Despite declining efficacy, vaccines are our only way back to normal life
I have been reading the media reports noting the efficacy of COVID-19 vaccines declines over time. Thankfully, even with reduced efficacy, vaccines provide protection from serious disease, and a booster shot will increase efficacy. A high vaccination coverage provides the impetus for politicians to safely re-open our societies. And that will be a shot in the arm for many Australian businesses.
There are currently a lot of headlines about the efficacy rates of the COVID-19 vaccines dropping over time and this is currently one of the factors that is influencing the stock market. There are a number of factors that would naturally impact the efficacy rates:
- Antibodies against COVID-19 have been shown to peak about one month after vaccination and then drop over time while T-cells and B-cells have been shown to remain high for at least six months and probably longer after vaccination. Antibodies can be compared to the actual soldiers fighting an invader in the body while T-cells and B-cells can be compared to the military academies that can quickly train new soldiers and we should therefore expect a drop in efficacy against infection over time as the level of antibodies decline but as long as the body’s military academies are there to quickly train new soldiers, we should expect the efficacy against severe illness to continue to be high.
- New variants like Delta have evolved from the variants that the vaccines were originally designed for and it would be natural for efficacy to drop, especially the efficacy against infection as it is combined with the drop in the number of antibodies. The important question is if the new variants are still “close enough” to the original strains so that the efficacy against serious illness is still high.
- Studies probably do not capture the effects of increasing access to testing compared to last year and also that vaccinated people are now socially distancing less.

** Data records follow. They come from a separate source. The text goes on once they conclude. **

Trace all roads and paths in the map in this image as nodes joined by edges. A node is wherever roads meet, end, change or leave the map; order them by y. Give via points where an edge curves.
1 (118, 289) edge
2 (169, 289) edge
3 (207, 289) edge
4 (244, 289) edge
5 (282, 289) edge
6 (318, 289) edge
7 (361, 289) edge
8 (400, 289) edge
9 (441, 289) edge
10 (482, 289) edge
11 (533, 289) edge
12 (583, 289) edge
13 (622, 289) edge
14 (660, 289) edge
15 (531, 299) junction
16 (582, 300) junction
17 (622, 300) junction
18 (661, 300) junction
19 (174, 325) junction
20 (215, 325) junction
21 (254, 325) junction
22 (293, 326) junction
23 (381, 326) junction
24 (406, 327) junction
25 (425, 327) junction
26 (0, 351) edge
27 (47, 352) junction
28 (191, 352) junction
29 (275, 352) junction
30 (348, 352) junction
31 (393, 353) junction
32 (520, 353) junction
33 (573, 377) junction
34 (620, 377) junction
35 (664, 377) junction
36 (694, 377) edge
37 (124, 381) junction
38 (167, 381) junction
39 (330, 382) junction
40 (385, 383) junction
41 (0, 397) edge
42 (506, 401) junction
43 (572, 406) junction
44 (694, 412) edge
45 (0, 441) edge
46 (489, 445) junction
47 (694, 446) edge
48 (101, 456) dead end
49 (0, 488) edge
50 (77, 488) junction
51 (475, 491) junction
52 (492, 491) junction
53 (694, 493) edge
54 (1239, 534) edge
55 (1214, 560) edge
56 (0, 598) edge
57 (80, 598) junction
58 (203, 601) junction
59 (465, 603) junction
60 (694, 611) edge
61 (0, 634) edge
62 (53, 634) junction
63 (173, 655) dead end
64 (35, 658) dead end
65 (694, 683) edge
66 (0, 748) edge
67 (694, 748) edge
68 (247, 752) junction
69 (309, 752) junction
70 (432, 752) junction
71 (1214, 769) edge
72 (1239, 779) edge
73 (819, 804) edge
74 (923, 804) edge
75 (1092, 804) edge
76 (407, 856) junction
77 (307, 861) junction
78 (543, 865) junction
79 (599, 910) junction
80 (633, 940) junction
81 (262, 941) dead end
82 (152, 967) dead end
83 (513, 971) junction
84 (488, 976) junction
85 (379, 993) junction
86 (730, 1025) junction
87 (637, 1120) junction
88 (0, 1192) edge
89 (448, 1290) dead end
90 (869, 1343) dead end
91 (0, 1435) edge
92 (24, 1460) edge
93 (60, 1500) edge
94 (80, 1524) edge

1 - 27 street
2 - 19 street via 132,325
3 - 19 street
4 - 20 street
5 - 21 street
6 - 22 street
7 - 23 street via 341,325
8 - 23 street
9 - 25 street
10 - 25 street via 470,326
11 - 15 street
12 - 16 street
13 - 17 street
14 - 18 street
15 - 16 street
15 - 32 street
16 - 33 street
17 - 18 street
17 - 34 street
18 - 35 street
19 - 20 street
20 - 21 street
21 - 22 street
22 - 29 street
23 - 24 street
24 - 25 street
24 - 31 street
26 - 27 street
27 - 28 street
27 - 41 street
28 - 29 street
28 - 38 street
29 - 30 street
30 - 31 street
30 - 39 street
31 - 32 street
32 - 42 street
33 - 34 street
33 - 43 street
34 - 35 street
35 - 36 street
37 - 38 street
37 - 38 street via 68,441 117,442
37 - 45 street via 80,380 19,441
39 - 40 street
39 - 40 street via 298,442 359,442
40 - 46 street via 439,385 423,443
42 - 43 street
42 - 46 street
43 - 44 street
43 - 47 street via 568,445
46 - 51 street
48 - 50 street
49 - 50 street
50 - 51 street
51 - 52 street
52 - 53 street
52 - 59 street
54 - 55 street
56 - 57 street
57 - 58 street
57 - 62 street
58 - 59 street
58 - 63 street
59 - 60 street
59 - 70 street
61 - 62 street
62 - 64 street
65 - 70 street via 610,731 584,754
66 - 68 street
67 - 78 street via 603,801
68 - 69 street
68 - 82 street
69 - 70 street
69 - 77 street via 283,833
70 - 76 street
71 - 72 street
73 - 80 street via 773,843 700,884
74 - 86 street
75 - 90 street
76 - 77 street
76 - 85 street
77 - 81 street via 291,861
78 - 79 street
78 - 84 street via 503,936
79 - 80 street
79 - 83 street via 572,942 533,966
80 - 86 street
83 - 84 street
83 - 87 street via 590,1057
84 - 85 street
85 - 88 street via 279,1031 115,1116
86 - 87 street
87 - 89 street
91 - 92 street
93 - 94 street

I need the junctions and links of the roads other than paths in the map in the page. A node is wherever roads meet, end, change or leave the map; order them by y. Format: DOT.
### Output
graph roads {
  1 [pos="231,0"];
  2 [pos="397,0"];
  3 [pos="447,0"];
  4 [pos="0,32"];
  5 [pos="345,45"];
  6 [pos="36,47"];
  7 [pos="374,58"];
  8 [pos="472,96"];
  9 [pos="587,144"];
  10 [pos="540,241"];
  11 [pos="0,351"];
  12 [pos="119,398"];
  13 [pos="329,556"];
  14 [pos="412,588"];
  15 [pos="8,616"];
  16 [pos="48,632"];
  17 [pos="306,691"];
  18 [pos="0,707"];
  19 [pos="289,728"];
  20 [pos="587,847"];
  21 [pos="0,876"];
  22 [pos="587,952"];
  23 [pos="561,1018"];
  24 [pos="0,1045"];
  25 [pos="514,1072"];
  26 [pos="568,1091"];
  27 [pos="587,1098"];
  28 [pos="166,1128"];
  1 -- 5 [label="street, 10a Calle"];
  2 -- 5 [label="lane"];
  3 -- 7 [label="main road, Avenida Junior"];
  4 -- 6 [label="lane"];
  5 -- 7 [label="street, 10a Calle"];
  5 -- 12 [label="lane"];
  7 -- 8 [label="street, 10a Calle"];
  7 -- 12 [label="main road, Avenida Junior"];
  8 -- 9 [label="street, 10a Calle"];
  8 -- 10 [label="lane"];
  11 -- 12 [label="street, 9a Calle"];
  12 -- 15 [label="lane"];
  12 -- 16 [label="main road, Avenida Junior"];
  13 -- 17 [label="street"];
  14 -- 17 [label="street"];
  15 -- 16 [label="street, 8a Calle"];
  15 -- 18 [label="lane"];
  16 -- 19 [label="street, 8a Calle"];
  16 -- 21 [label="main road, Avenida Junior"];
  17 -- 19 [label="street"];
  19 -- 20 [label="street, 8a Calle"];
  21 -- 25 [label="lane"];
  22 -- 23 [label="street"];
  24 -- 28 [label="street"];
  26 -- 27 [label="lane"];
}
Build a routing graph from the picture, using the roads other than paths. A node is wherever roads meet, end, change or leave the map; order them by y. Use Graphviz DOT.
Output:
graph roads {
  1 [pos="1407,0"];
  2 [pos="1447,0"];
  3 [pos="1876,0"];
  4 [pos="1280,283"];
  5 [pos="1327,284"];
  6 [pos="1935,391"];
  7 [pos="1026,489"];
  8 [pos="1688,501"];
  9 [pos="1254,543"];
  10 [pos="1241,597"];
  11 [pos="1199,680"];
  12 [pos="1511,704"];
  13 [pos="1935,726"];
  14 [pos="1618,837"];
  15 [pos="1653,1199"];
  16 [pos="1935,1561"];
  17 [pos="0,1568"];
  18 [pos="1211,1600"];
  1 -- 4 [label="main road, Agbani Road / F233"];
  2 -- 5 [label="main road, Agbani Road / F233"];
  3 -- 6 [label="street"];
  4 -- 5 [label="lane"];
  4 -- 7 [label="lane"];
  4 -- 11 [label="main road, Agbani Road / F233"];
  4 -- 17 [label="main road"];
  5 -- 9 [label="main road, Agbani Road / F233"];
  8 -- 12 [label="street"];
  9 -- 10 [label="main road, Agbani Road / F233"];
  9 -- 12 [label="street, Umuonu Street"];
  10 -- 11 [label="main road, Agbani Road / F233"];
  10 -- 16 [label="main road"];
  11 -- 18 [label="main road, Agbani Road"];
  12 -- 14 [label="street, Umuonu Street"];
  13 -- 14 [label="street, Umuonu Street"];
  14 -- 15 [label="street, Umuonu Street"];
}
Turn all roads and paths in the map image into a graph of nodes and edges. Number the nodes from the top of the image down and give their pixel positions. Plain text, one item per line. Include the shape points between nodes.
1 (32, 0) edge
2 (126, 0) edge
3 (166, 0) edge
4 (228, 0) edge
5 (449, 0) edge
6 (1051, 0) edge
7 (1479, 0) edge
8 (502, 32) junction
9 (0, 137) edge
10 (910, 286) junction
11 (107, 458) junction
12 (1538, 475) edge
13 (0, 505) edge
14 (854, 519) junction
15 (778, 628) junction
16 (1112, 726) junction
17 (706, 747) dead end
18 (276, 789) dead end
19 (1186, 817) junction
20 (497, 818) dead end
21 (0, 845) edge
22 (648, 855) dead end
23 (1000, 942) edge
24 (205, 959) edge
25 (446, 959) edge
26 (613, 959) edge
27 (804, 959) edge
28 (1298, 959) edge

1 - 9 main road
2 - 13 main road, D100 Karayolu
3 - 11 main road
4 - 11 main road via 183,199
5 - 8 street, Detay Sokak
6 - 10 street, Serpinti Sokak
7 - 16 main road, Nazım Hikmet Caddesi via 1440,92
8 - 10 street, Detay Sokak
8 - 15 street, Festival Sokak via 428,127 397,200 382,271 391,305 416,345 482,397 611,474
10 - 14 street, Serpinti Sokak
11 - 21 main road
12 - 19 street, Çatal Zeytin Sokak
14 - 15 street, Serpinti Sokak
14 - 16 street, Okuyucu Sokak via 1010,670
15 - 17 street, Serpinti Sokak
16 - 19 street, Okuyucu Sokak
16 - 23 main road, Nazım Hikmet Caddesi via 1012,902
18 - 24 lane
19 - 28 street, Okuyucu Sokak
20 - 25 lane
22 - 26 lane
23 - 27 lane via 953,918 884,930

- In countries where a high portion of the population has had COVID-19 and hence has high natural immunity, the resulting efficacy numbers for vaccines will be lower than in countries like Australia where natural immunity levels are low.
There are certainly other factors at play but these are the main ones I have seen quoted in the various studies.
So what are the current studies showing?
Courtesy of Goldman Sachs, which published an interesting summary of the various studies worldwide, we have some interesting charts that I will comment on below.
First this chart shows a clear trend that the studies coming out over the last couple of months are showing less efficacy against infection than the first real world studies published back at the beginning of the year. The good thing is that it is only the efficacy against infection and developing symptoms (Blue and Red dots) that is dropping, and the efficacy against hospitalisation (Grey dots) remains at very high levels:
In Australia, there has, as everyone is surely aware, been a lot of discussions about which vaccine to get. The note also shows some interesting data comparing the efficacy against infection over time comparing Pfizer with AstraZeneca and we can see that it looks like Pfizer drops a bit faster than AstraZeneca but remains about 10 percentage points higher after three months:
The most important measure is how good the vaccines are at providing protection against serious illness and this chart below shows in more detail that this efficacy remains high over time. There seems to be a slight drop but I am not sure how statistically significant that is, given the sample set. We should remember that if we do get a drop from say 95 per cent efficacy to 90 per cent efficacy, it means that the number of hospitalisations is expected to double:
If we put the efficacy against infection, symptomatic infection and hospitalisation in the same chart and average over the vaccines generally used in the Western World, we again see how much better the protection against serious illness (hospitalisation) holds up over time:
The good news is a booster shot significantly increases the protection the vaccines offer as the recent trends from Israel show where they started giving booster shots to people over 60 on 1 August. Israel has seen a sharp increase in the efficacy against infection in a short period of time. It is of course too early to say if this efficacy will again fade over time:
So, what is my conclusion from this data?
I am definitely not an infectious diseases specialist but to me it looks like relatively good news. Once a large enough portion of the population is vaccinated, the protection against severe illness looks high enough for long enough that healthcare systems should not be overwhelmed with cases. Politicians’ promises of no more economically damaging lockdowns once we pass a certain level of vaccination coverage does therefore look achievable.
However, we will probably have to look forward to regular booster shots as the virus mutates over time and drifts far enough away from the original vaccines that the efficacy starts to diminish.